The pullback in manufacturing activity in the central Atlantic region deepened in July, after edging lower in June, according to the Richmond Fed's latest seasonally adjusted survey.* The index of overall activity was pushed lower as shipments and new orders declined further into negative territory. Employment remained in positive territory, but grew at a pace below June's rate. Other indicators also suggested additional softness. District contacts reported that backlogs, capacity utilization, and delivery times continued to contract. Moreover, manufacturers reported that finished goods inventories grew at a much quicker pace, while raw materials were nearly unchanged.
Looking ahead, manufacturer's optimism regarding future business prospects dropped considerably in July. An increasing number of firms anticipated slower growth across the board with the exception of capital expenditures, which grew at a pace slightly above June's rate.
Survey assessments of current prices revealed that both raw materials and finished goods prices grew at a somewhat slower rate in July than a month ago. Over the next six months, respondents expected growth in both raw materials and finished goods prices to grow at a somewhat slower pace than they had anticipated last month.
* Seasonal adjustment factors were recalculated this month and applied to historical data to better reflect current economic trends. Comparisons to last month's indexes are made to the revised June indexes. New factors will be calculated annually.
In July, the seasonally adjusted composite index of manufacturing activity — our broadest measure of manufacturing — fell sixteen points to −17 from June's reading of −1. Among the index's components, shipments declined twenty-three points to −23, new orders dropped eighteen points to end at −25, and the jobs index moved down seven points to 1.
Other indicators also suggested weakening activity. The backlogs and capacity utilization indexes weakened further — losing thirteen and twelve points, respectively — to finish at −27 and −16. Additionally, the delivery times index moved down three points to −5, while both our gauges for inventories were somewhat higher in July. Indexes for finished goods inventories added twelve points to end at 21, while raw materials inventories edged up two points to finish at 23.

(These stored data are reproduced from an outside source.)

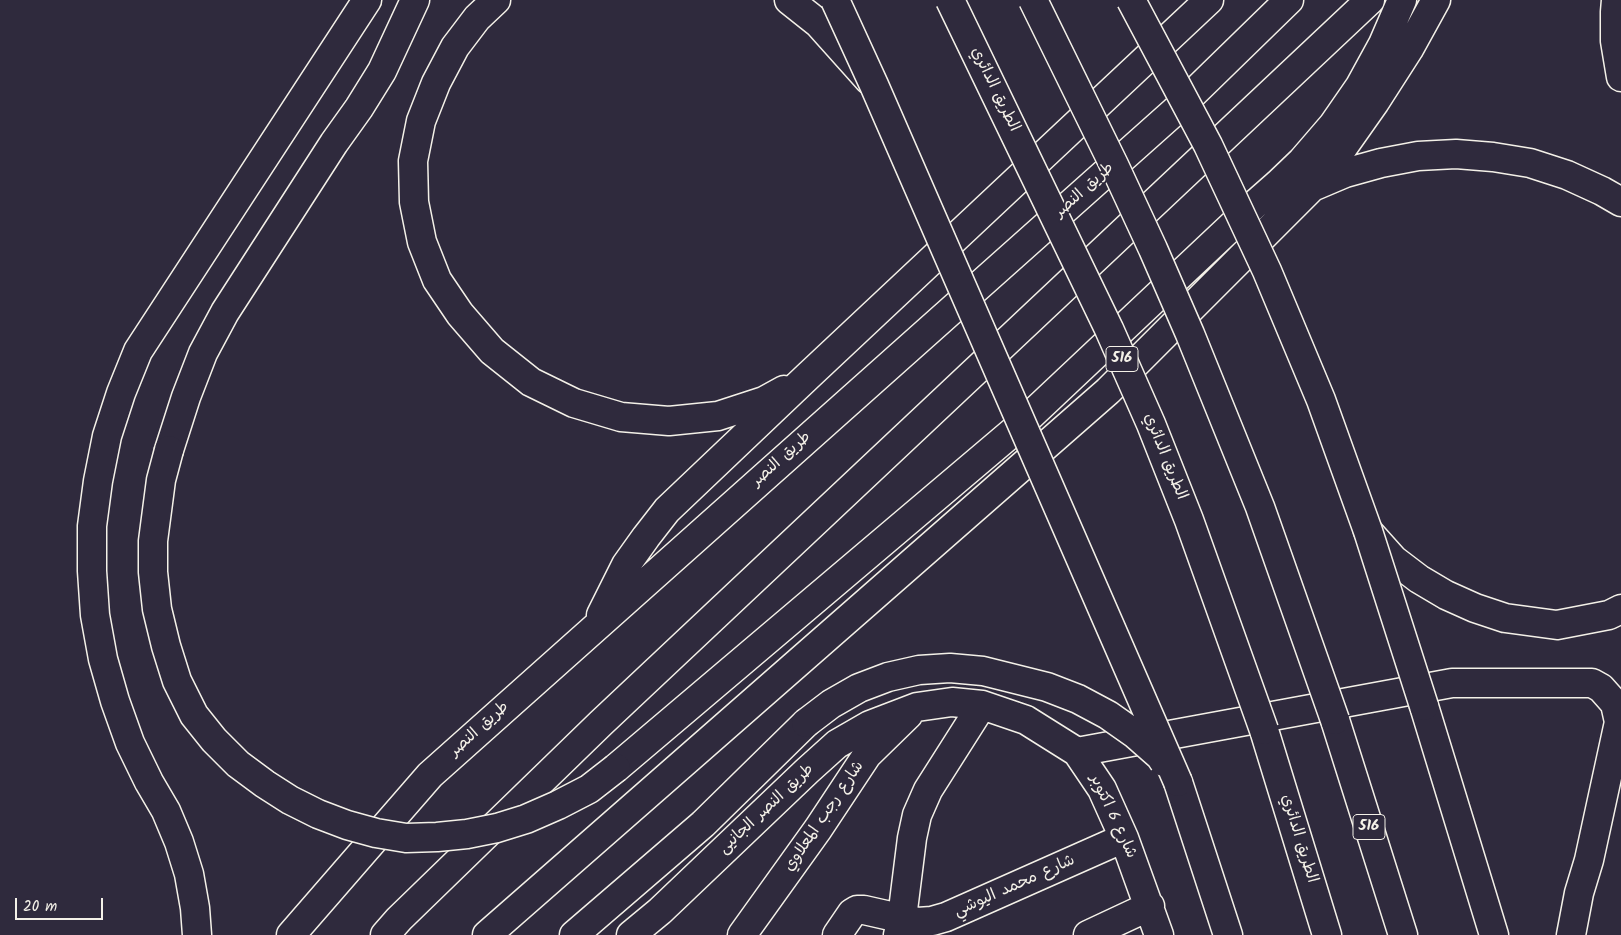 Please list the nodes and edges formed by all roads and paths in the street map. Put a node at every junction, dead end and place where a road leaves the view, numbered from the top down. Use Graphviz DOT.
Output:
graph roads {
  1 [pos="367,0"];
  2 [pos="415,0"];
  3 [pos="496,0"];
  4 [pos="789,0"];
  5 [pos="835,0"];
  6 [pos="950,0"];
  7 [pos="1033,0"];
  8 [pos="1131,0"];
  9 [pos="1209,0"];
  10 [pos="1288,0"];
  11 [pos="1370,0"];
  12 [pos="1402,0"];
  13 [pos="1436,0"];
  14 [pos="1616,0"];
  15 [pos="1621,77"];
  16 [pos="874,85"];
  17 [pos="1311,188"];
  18 [pos="1621,202"];
  19 [pos="807,377"];
  20 [pos="1368,531"];
  21 [pos="1621,609"];
  22 [pos="595,627"];
  23 [pos="982,705"];
  24 [pos="917,707"];
  25 [pos="1077,752"];
  26 [pos="1178,782"];
  27 [pos="1124,838"];
  28 [pos="1150,906"];
  29 [pos="900,926"];
  30 [pos="197,935"];
  31 [pos="291,935"];
  32 [pos="385,935"];
  33 [pos="487,935"];
  34 [pos="574,935"];
  35 [pos="631,935"];
  36 [pos="742,935"];
  37 [pos="837,935"];
  38 [pos="1088,935"];
  39 [pos="1160,935"];
  40 [pos="1228,935"];
  41 [pos="1328,935"];
  42 [pos="1403,935"];
  43 [pos="1494,935"];
  44 [pos="1572,935"];
  1 -- 30 [label="main road"];
  2 -- 12 [label="main road, bridge"];
  3 -- 19 [label="main road"];
  4 -- 16 [label="main road, bridge"];
  5 -- 16 [label="main road, bridge"];
  6 -- 41 [label="main road, الطريق الدائري / 516, bridge"];
  7 -- 42 [label="main road, 516, bridge"];
  8 -- 20 [label="main road, bridge"];
  9 -- 19 [label="main road"];
  10 -- 22 [label="main road, طريق النصر"];
  11 -- 32 [label="main road"];
  13 -- 17 [label="main road"];
  14 -- 15 [label="main road"];
  16 -- 26 [label="main road, bridge"];
  17 -- 18 [label="main road"];
  17 -- 33 [label="main road"];
  19 -- 22 [label="main road"];
  20 -- 21 [label="main road"];
  20 -- 43 [label="main road, bridge"];
  22 -- 31 [label="main road, طريق النصر"];
  23 -- 24 [label="main road, شارع 6 اكتوبر"];
  23 -- 25 [label="main road, شارع 6 اكتوبر"];
  23 -- 29 [label="main road"];
  24 -- 35 [label="main road, طريق النصر الجانيى"];
  24 -- 36 [label="main road, شارع رجب المعلاوي"];
  25 -- 27 [label="main road, شارع 6 اكتوبر"];
  25 -- 44 [label="main road"];
  26 -- 34 [label="main road, bridge"];
  26 -- 40 [label="main road"];
  27 -- 28 [label="main road, شارع 6 اكتوبر"];
  27 -- 29 [label="main road, شارع محمد اليوشي"];
  28 -- 38 [label="main road"];
  28 -- 39 [label="main road, شارع 6 اكتوبر"];
  29 -- 37 [label="main road, شارع محمد اليوشي"];
}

Hiring activity at District plants slowed in July. The manufacturing employment index subtracted seven points to end at 1 and the average workweek indicator turned negative, losing seven points to −7. The wage index, however, was virtually unchanged at 9.
Respondents in the current survey were notably less optimistic about their business prospects over the next six months. Nearly all indicators for future activity fell but remained in positive territory. Indexes for both expected shipments and new orders decreased thirteen points with each index finishing at 16. Backlogs declined fifteen points to 0, and capacity utilization eased one point to 6. Vendor lead-time lost five points to 3, while readings for planned capital expenditures gained two points to 20.
District manufacturers' hiring plans were also weaker in July. The expected manufacturing employment index declined seven points to finish at 6, and the average workweek indicator dropped five points to 2. The index of expected wages slipped three points to 20.
District manufacturers reported that raw materials prices increased at an average annual rate of 1.33 percent, compared to June's reading of 1.39 percent. Finished goods prices rose at a 0.51 percent pace, compared to June's reading of 0.66 percent.
Looking ahead, respondents expected that the prices they pay will advance at a 2.42 percent pace compared to June's reading of 2.53 percent. Contacts looked for finished goods prices to increase at a 1.82 percent annual rate, down slightly from last month's 2.23 percent pace.